◆ Supplied entries ◆
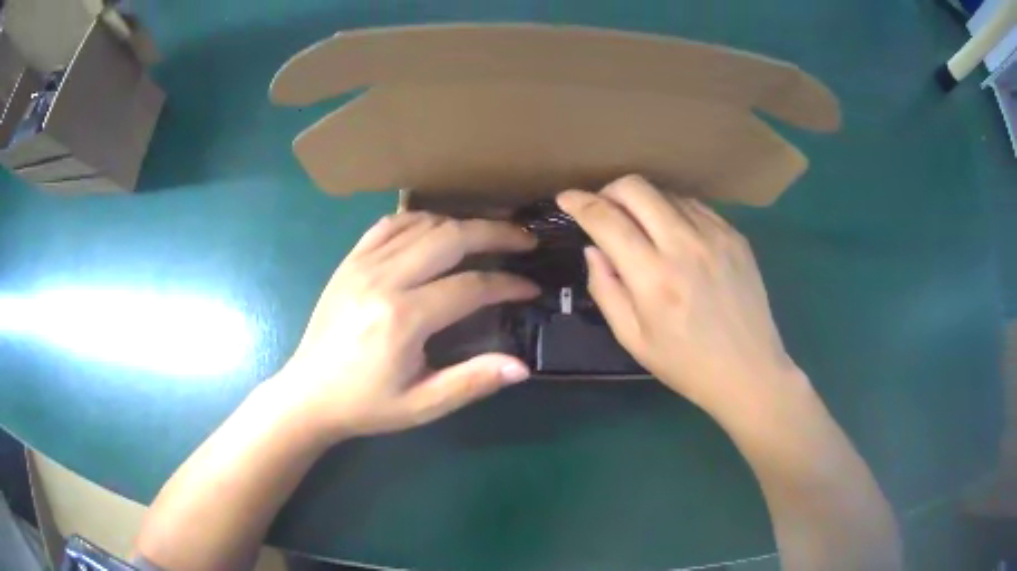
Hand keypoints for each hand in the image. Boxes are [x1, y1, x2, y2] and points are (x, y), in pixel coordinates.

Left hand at [267, 212, 538, 441]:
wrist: (308, 393)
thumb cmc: (365, 404)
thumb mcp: (421, 406)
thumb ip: (472, 382)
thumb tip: (522, 367)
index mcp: (403, 318)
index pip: (470, 286)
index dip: (507, 284)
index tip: (531, 288)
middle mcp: (383, 279)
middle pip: (450, 237)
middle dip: (495, 233)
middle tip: (525, 239)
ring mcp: (362, 263)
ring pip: (423, 224)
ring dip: (462, 223)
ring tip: (490, 233)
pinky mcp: (350, 260)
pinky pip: (390, 224)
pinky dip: (422, 219)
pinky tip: (438, 229)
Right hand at [557, 175, 802, 416]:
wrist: (748, 370)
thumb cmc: (686, 364)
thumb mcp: (633, 339)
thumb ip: (605, 289)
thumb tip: (594, 248)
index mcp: (654, 277)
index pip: (606, 219)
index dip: (579, 202)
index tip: (565, 198)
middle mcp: (684, 245)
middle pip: (636, 187)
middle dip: (609, 191)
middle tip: (603, 211)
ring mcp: (715, 235)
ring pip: (666, 192)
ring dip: (643, 202)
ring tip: (641, 227)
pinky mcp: (735, 235)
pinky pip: (695, 206)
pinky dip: (674, 211)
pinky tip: (674, 234)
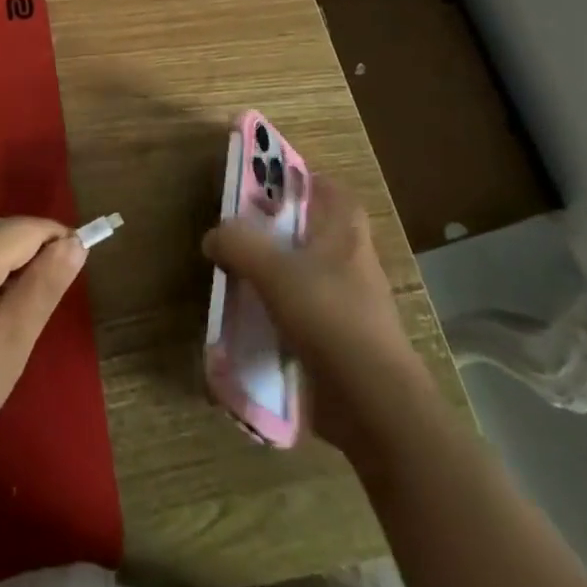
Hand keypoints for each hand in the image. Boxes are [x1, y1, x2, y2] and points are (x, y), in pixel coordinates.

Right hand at [202, 175, 432, 460]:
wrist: (373, 404)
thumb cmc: (329, 317)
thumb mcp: (273, 270)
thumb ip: (239, 244)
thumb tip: (213, 237)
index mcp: (346, 235)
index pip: (332, 192)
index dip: (304, 182)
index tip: (269, 185)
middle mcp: (353, 265)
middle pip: (316, 234)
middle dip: (280, 231)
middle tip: (241, 231)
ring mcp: (351, 307)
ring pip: (308, 277)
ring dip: (277, 276)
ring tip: (237, 277)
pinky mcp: (343, 345)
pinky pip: (305, 319)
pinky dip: (280, 317)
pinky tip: (250, 324)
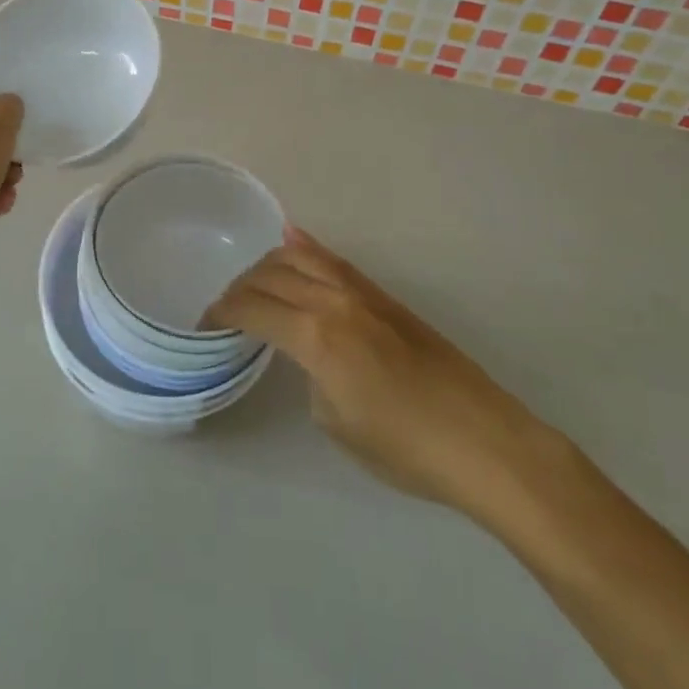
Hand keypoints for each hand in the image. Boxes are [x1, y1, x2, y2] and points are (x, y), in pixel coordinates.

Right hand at [206, 229, 571, 532]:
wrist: (482, 441)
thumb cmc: (405, 448)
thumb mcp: (335, 423)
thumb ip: (309, 374)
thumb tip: (308, 354)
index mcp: (315, 336)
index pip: (251, 308)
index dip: (221, 313)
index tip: (206, 326)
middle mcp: (333, 301)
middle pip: (269, 276)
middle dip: (239, 289)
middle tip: (226, 311)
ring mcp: (361, 293)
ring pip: (300, 257)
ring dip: (268, 265)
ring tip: (254, 284)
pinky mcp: (384, 296)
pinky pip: (335, 261)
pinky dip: (306, 248)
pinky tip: (291, 239)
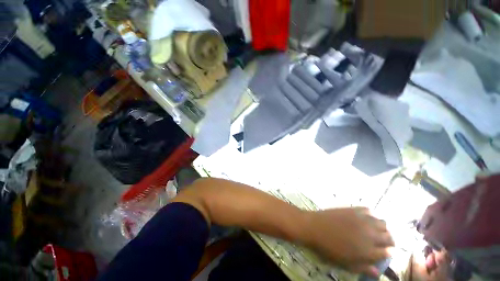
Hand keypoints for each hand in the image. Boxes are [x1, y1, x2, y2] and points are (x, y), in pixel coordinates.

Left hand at [303, 207, 393, 275]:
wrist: (314, 227)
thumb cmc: (328, 249)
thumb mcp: (346, 264)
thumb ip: (363, 268)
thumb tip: (377, 272)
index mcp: (369, 251)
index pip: (388, 252)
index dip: (388, 253)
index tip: (385, 252)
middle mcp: (370, 234)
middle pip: (389, 236)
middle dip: (389, 240)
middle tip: (382, 242)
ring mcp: (362, 220)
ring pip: (382, 223)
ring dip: (382, 227)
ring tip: (375, 230)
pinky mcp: (353, 209)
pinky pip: (368, 210)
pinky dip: (370, 215)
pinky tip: (365, 218)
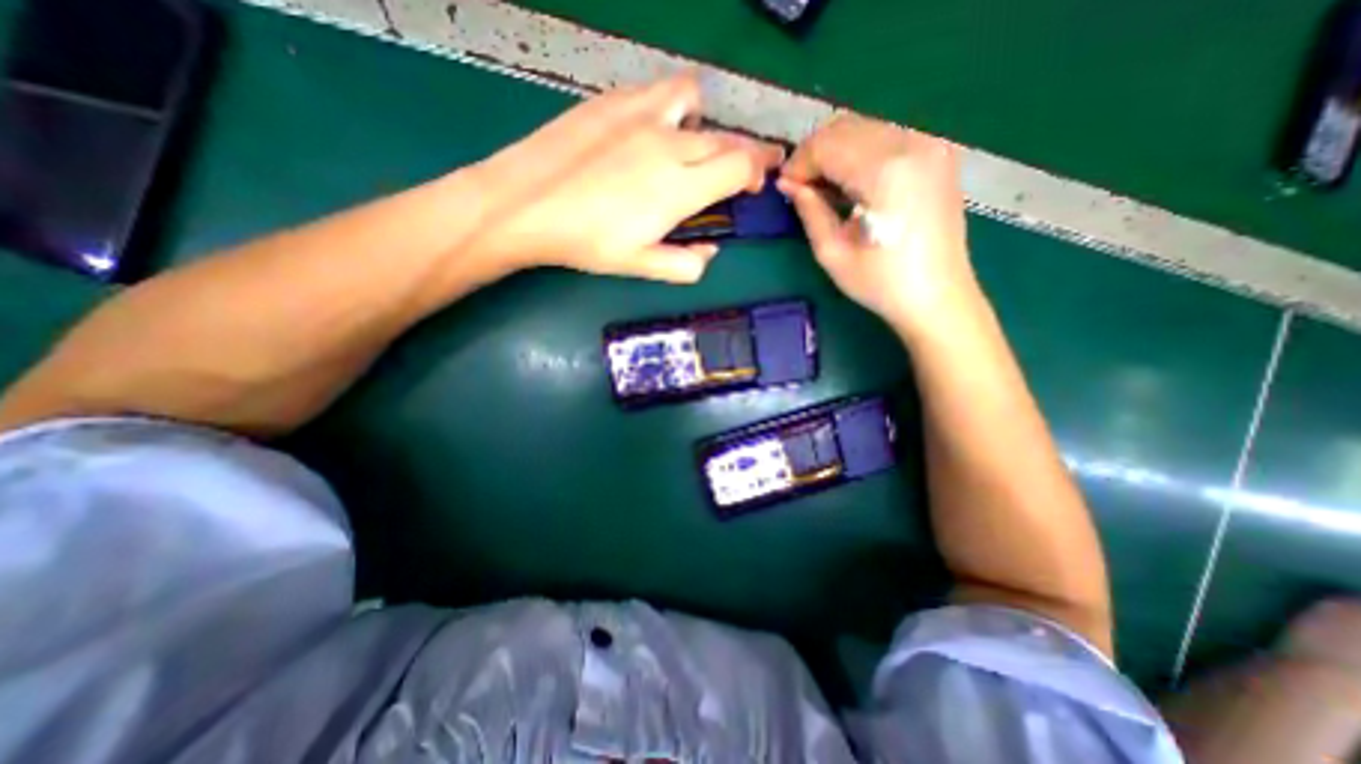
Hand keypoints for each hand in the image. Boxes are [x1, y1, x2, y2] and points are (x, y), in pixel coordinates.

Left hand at [469, 74, 788, 282]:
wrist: (526, 203)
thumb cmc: (586, 242)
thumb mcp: (640, 266)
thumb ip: (686, 264)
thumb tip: (710, 252)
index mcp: (679, 188)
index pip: (740, 167)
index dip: (757, 174)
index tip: (755, 186)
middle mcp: (669, 144)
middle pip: (725, 139)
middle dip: (745, 153)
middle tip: (742, 169)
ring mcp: (640, 116)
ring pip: (696, 103)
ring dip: (708, 122)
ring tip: (696, 142)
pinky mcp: (614, 101)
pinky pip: (658, 92)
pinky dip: (671, 108)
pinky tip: (655, 129)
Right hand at [775, 109, 977, 331]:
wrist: (939, 296)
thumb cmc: (881, 283)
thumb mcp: (833, 253)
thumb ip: (809, 210)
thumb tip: (787, 184)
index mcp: (886, 171)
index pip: (827, 145)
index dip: (799, 163)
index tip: (785, 187)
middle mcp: (912, 143)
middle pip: (846, 127)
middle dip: (815, 154)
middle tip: (800, 187)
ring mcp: (931, 143)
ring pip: (866, 126)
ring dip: (837, 150)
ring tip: (824, 186)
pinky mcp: (939, 151)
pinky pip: (888, 134)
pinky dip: (861, 150)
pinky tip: (853, 181)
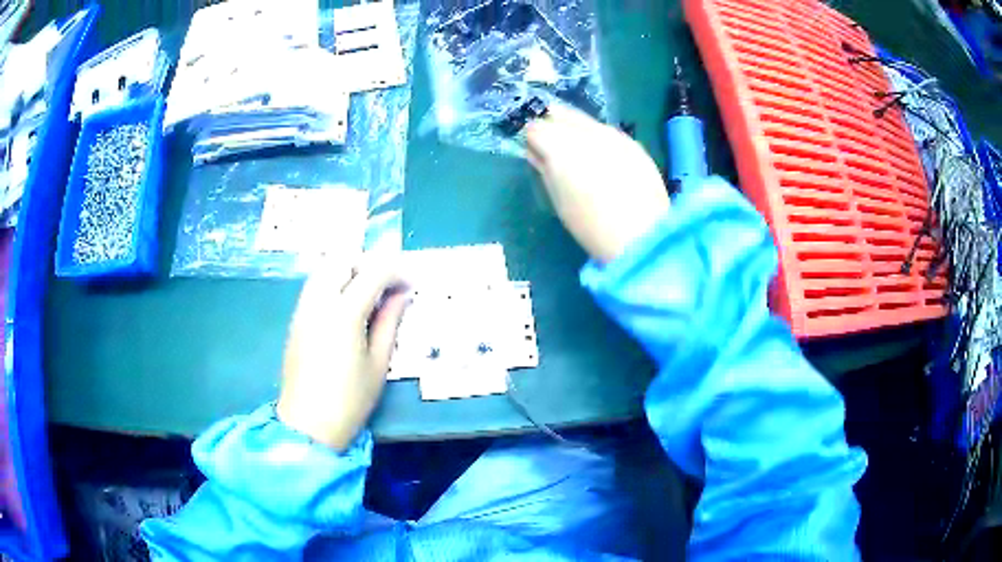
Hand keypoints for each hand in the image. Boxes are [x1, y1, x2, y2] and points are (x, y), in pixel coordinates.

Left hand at [277, 257, 408, 449]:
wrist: (307, 424)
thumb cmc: (350, 399)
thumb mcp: (379, 363)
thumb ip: (390, 322)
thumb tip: (402, 294)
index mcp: (344, 314)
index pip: (372, 273)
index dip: (395, 272)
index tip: (410, 284)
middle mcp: (319, 302)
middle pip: (343, 260)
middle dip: (369, 263)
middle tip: (387, 284)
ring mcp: (303, 308)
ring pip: (325, 268)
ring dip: (349, 269)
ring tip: (368, 292)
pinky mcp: (296, 318)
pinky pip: (315, 284)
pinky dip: (333, 281)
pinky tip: (346, 304)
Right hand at [526, 105, 669, 262]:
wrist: (644, 236)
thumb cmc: (591, 226)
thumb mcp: (558, 199)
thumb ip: (544, 169)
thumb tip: (534, 152)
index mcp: (560, 147)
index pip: (535, 128)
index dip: (531, 140)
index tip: (534, 154)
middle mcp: (585, 132)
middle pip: (558, 114)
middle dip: (551, 127)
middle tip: (553, 149)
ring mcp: (612, 134)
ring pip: (583, 119)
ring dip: (574, 130)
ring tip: (578, 154)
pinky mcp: (632, 142)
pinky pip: (605, 131)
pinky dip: (597, 139)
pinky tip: (601, 159)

◆ Work to be completed ◆
Restate all entries above exactly, but not the images.

◆ Output ◆
Hand keypoints for each hand in the image. Boxes are [x1, y1, x2, y2] and points are (x, y), in pixel coordinates.

Left hand at [267, 212, 538, 441]:
wrist: (308, 393)
thumb cmc: (365, 404)
thumb mcp: (421, 406)
thumb ip: (472, 382)
thumb tip: (522, 367)
index mcp: (403, 318)
index pip: (470, 286)
index dip: (507, 284)
index tip: (531, 288)
middle mcp: (383, 279)
middle pip: (450, 237)
middle dip: (495, 233)
middle tip: (525, 239)
ring mcp: (362, 263)
ring pip: (423, 224)
ring dip: (462, 223)
ring tip: (490, 233)
pinky mcp: (350, 260)
pinky pip: (390, 224)
pinky dip: (422, 219)
pinky tip: (438, 229)
Right hand at [557, 175, 802, 416]:
wrist: (748, 370)
thumb cmc: (686, 364)
thumb mcp: (633, 339)
thumb ip: (605, 289)
thumb tip: (594, 248)
index mcp: (654, 277)
index pip: (606, 219)
index dip: (579, 202)
index tip: (565, 198)
middle mcp: (684, 245)
middle pip: (636, 187)
middle dip: (609, 191)
middle tip: (603, 211)
ring mcp: (715, 235)
ring pip: (666, 192)
ring dip: (643, 202)
ring tip: (641, 227)
pinky mcp: (735, 235)
pinky pip: (695, 206)
pinky dip: (674, 211)
pinky tip: (674, 234)
Hand keypoints for each hand in the image. Boxes are [x1, y1, x2, y2] and points are (x, y), in pixel coordinates.

Right hand at [202, 175, 432, 460]:
wrist: (373, 404)
thumb cmc: (329, 317)
thumb mcp: (273, 270)
thumb ip: (239, 244)
thumb tip: (213, 237)
index mcp: (346, 235)
index pip: (332, 192)
index dip: (304, 182)
index tip: (269, 185)
middle mcp: (353, 265)
middle pip: (316, 234)
middle dip: (280, 231)
middle tip: (241, 231)
ring mcp: (351, 307)
ring pip: (308, 277)
ring dip: (277, 276)
ring tip: (237, 277)
pinky mcp: (343, 345)
pinky pip: (305, 319)
pinky dip: (280, 317)
pinky tip: (250, 324)
Hand keypoints for each hand in the image. Boxes are [x1, y1, x2, y2] and points are (x, y), in pixel coordinates.

Right hand at [206, 229, 571, 532]:
wrist: (482, 441)
thumb cmc: (405, 448)
thumb mcp: (335, 423)
thumb ip: (309, 374)
thumb tip: (308, 354)
index mcp: (315, 336)
index pip: (251, 308)
index dip: (221, 313)
index tip: (206, 326)
middle mcp: (333, 301)
middle pip: (269, 276)
middle dip: (239, 289)
middle tip: (226, 311)
ring mcp: (361, 293)
ring pip: (300, 257)
ring dip: (268, 265)
ring tip: (254, 284)
pinky mcp: (384, 296)
pinky pip: (335, 261)
pinky dip: (306, 248)
pinky tip: (291, 239)
Hand keypoints for each hand in the image. Boxes are [x1, y1, x2, y2] and points are (x, y), in pixel coordinates.

Left hand at [303, 207, 393, 275]:
wrist: (314, 227)
thumb cmc: (328, 249)
thumb mcp: (346, 264)
thumb ip: (363, 268)
thumb tip: (377, 272)
index mcp: (369, 251)
index pip: (388, 252)
index dip: (388, 253)
index tip: (385, 252)
middle mcp: (370, 234)
middle pip: (389, 236)
middle dip: (389, 240)
middle tip: (382, 242)
ring mcp: (362, 220)
ring pip: (382, 223)
ring dip: (382, 227)
ring tip: (375, 230)
pinky mcp: (353, 209)
pinky pip: (368, 210)
pinky dip: (370, 215)
pinky tip: (365, 218)
Hand keypoints for each hand in the image. Boxes are [x1, y1, x2, y2] and points are (x, y), in pixel coordinates.

Left hand at [469, 74, 788, 282]:
wrist: (526, 203)
thumb cmc: (586, 242)
thumb mcp: (640, 266)
thumb ip: (686, 264)
thumb tip: (710, 252)
index mcp: (679, 188)
index pip: (740, 167)
index dip: (757, 174)
index tip: (755, 186)
middle mcp: (669, 144)
middle pip: (725, 139)
middle dip: (745, 153)
middle tip: (742, 169)
ring mcp: (640, 116)
ring pip: (696, 103)
ring dip: (708, 122)
ring tip: (696, 142)
pinky mcp: (614, 101)
pinky pip: (658, 92)
pinky dip: (671, 108)
pinky tip: (655, 129)
Right hand at [775, 109, 977, 331]:
wrist: (939, 296)
thumb cmc: (881, 283)
thumb mcp: (833, 253)
thumb ip: (809, 210)
thumb tip: (787, 184)
index mcp: (886, 171)
index pip: (827, 145)
index dip: (799, 163)
index tip: (785, 187)
middle mcp: (912, 143)
middle pip: (846, 127)
middle dip: (815, 154)
middle tip: (800, 187)
ring mcp: (931, 143)
ring pip: (866, 126)
ring dip: (837, 150)
ring tip: (824, 186)
pinky mcp: (939, 151)
pinky pip: (888, 134)
pinky dip: (861, 150)
pinky tip: (853, 181)
Hand keypoints for each hand in the image. Boxes are [x1, y1, x2, y2] and points are (x, y), in pixel coordinates.

Left hand at [277, 257, 408, 449]:
wrist: (307, 424)
thumb cmc: (350, 399)
thumb mcp: (379, 363)
thumb ip: (390, 322)
thumb tip: (402, 294)
index mcp: (344, 314)
index pip: (372, 273)
index dip: (395, 272)
index tip: (410, 284)
middle mcp: (319, 302)
middle pip: (343, 260)
middle dip: (369, 263)
middle tip: (387, 284)
ring mcp: (303, 308)
ring pip: (325, 268)
ring dip: (349, 269)
ring tip: (368, 292)
pinky mcp: (296, 318)
pinky pip: (315, 284)
pinky dip: (333, 281)
pinky tip: (346, 304)
Right hand at [526, 105, 669, 262]:
wrist: (644, 236)
thumb cmc: (591, 226)
thumb mcp: (558, 199)
thumb ip: (544, 169)
thumb tip: (534, 152)
index mcp: (560, 147)
index pip: (535, 128)
index dip: (531, 140)
index tip: (534, 154)
middle mcp: (585, 132)
middle pip: (558, 114)
middle dip: (551, 127)
middle tip: (553, 149)
ring mcp: (612, 134)
ring pip: (583, 119)
ring dip: (574, 130)
ring tip: (578, 154)
pinky mcp: (632, 142)
pinky pip: (605, 131)
pinky dip: (597, 139)
pinky tip: (601, 159)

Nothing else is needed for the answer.